▸ TASK DIRECTIONS
A faithful, word-for-word copy of the records is required, and it must contain no pictures.

--------------------------------------------------

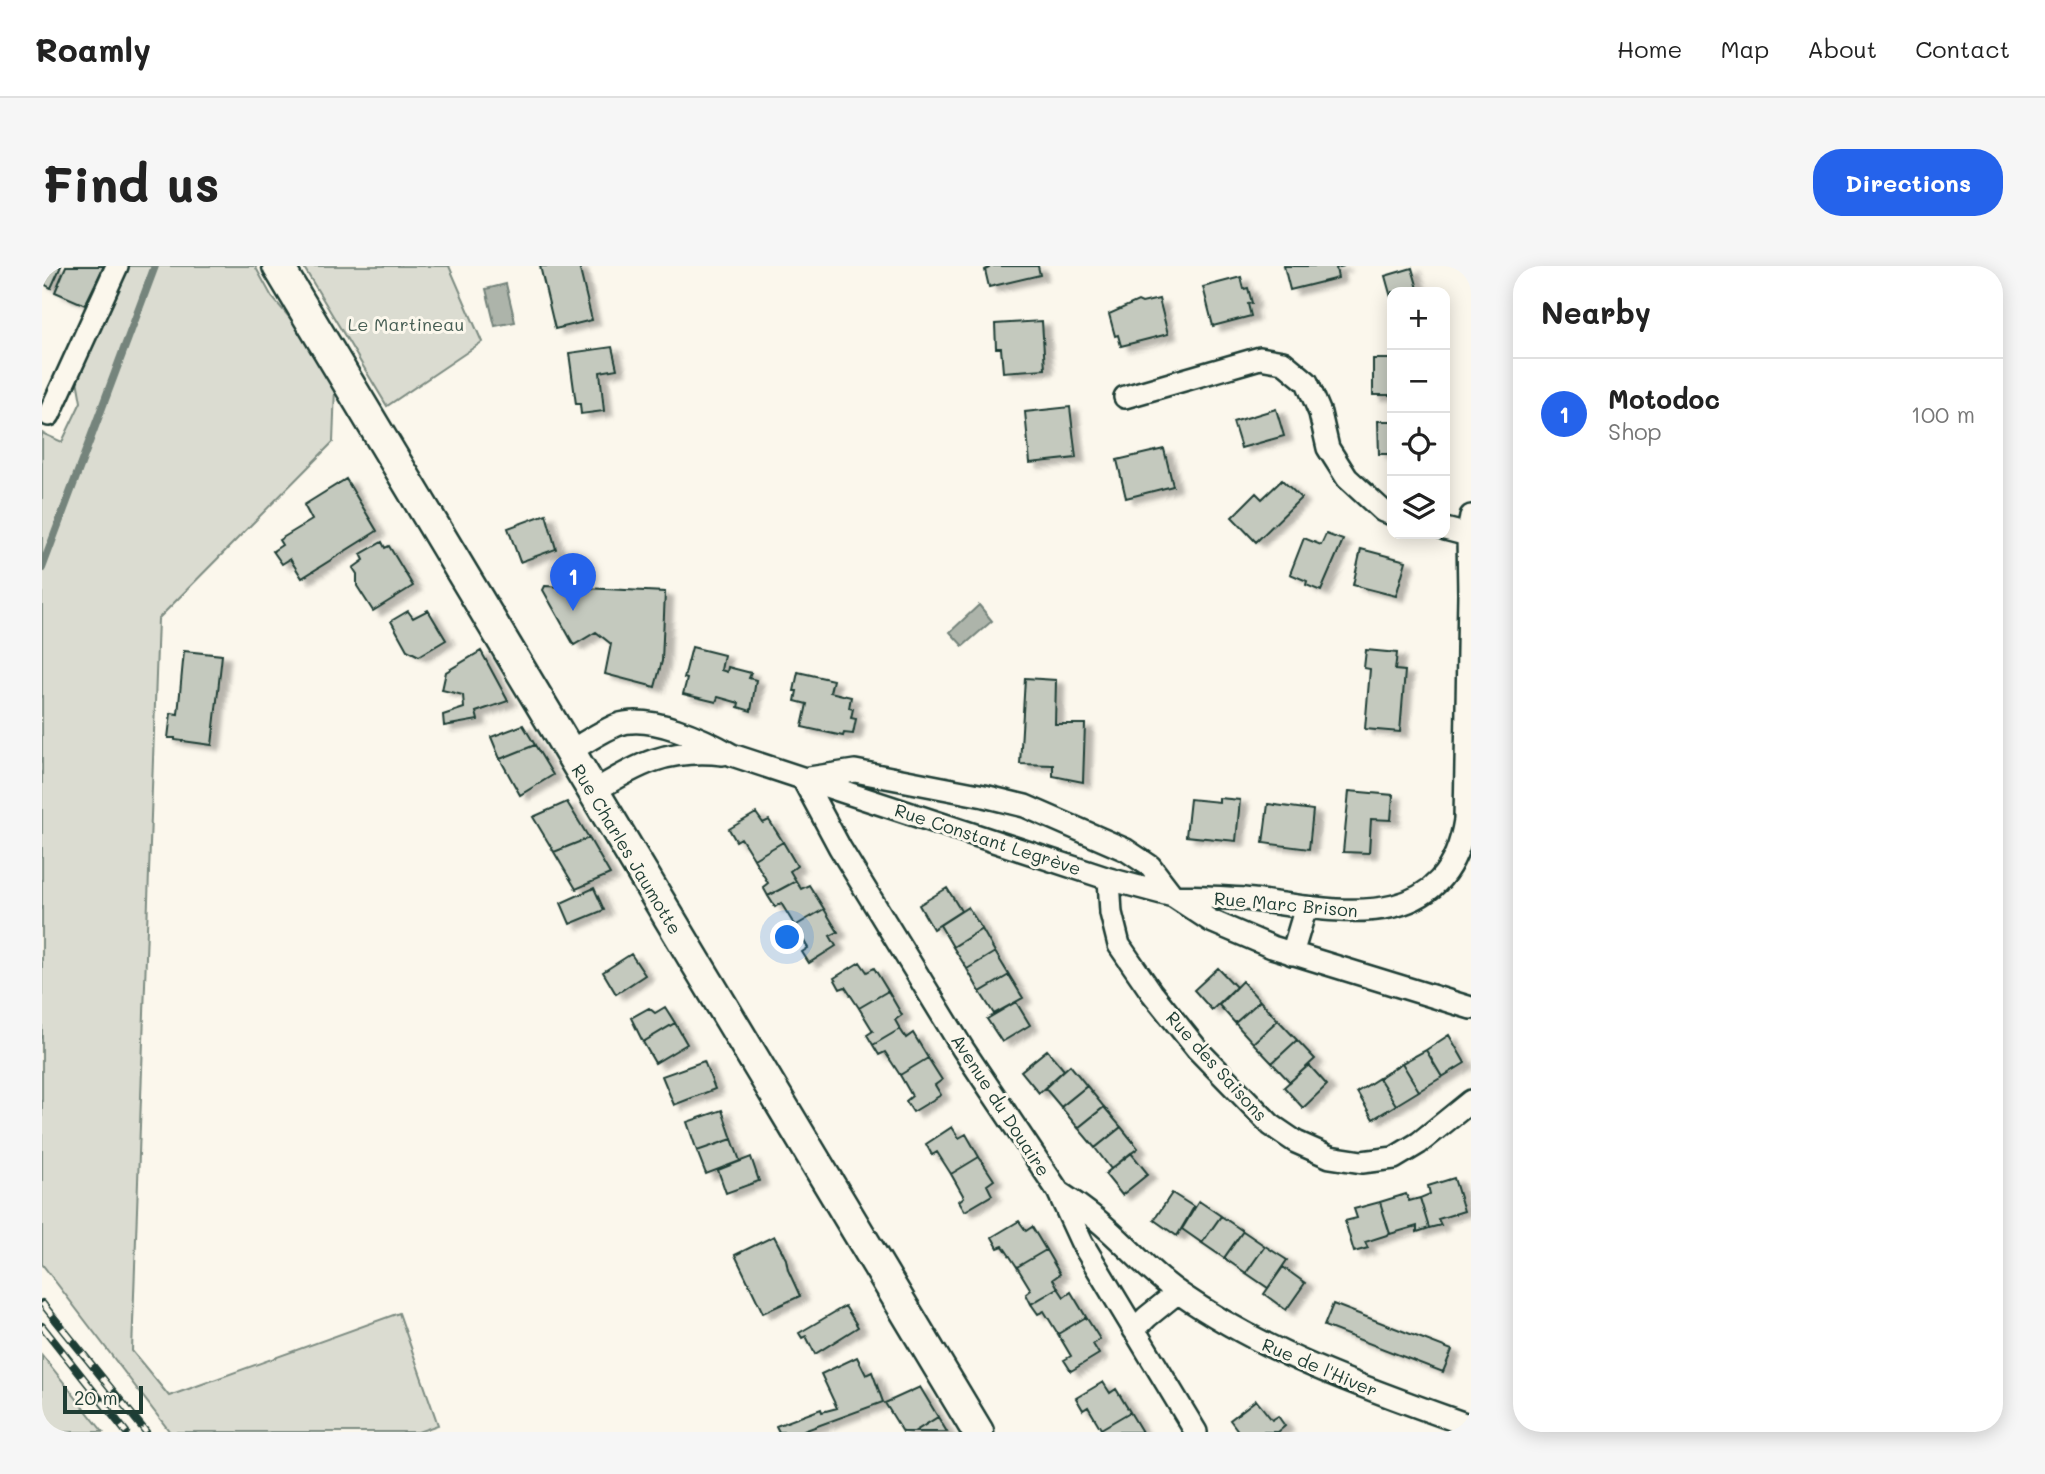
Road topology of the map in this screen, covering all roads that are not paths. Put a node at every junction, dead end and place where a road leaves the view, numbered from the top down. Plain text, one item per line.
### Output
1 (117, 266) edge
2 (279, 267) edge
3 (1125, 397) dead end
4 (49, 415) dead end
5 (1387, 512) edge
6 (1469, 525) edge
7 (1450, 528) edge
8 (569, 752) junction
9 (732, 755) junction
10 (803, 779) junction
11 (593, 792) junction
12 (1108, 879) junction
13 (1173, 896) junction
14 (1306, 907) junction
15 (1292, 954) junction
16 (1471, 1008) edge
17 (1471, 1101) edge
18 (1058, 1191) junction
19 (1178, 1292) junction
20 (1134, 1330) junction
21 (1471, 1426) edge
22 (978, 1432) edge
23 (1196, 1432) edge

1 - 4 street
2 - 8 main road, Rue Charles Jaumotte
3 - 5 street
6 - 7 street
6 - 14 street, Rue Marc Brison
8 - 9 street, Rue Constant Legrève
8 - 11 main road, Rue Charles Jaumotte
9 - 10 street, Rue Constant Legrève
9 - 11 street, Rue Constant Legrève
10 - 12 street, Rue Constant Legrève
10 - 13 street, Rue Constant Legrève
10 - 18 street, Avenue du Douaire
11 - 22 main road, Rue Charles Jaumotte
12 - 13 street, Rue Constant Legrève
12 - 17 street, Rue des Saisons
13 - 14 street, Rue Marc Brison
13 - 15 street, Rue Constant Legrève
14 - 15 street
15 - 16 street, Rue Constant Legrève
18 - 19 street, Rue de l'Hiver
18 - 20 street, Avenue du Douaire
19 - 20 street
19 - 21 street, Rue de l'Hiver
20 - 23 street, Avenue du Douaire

--------------------------------------------------

▸ ANSWER FOR THIS EXERCISE
Road topology of the map in this screen, covering all roads that are not paths. Put a node at every junction, dead end and place where a road leaves the view, numbered from the top down. Plain text, one item per line.
### Output
1 (117, 266) edge
2 (279, 267) edge
3 (1125, 397) dead end
4 (49, 415) dead end
5 (1387, 512) edge
6 (1469, 525) edge
7 (1450, 528) edge
8 (569, 752) junction
9 (732, 755) junction
10 (803, 779) junction
11 (593, 792) junction
12 (1108, 879) junction
13 (1173, 896) junction
14 (1306, 907) junction
15 (1292, 954) junction
16 (1471, 1008) edge
17 (1471, 1101) edge
18 (1058, 1191) junction
19 (1178, 1292) junction
20 (1134, 1330) junction
21 (1471, 1426) edge
22 (978, 1432) edge
23 (1196, 1432) edge

1 - 4 street
2 - 8 main road, Rue Charles Jaumotte
3 - 5 street
6 - 7 street
6 - 14 street, Rue Marc Brison
8 - 9 street, Rue Constant Legrève
8 - 11 main road, Rue Charles Jaumotte
9 - 10 street, Rue Constant Legrève
9 - 11 street, Rue Constant Legrève
10 - 12 street, Rue Constant Legrève
10 - 13 street, Rue Constant Legrève
10 - 18 street, Avenue du Douaire
11 - 22 main road, Rue Charles Jaumotte
12 - 13 street, Rue Constant Legrève
12 - 17 street, Rue des Saisons
13 - 14 street, Rue Marc Brison
13 - 15 street, Rue Constant Legrève
14 - 15 street
15 - 16 street, Rue Constant Legrève
18 - 19 street, Rue de l'Hiver
18 - 20 street, Avenue du Douaire
19 - 20 street
19 - 21 street, Rue de l'Hiver
20 - 23 street, Avenue du Douaire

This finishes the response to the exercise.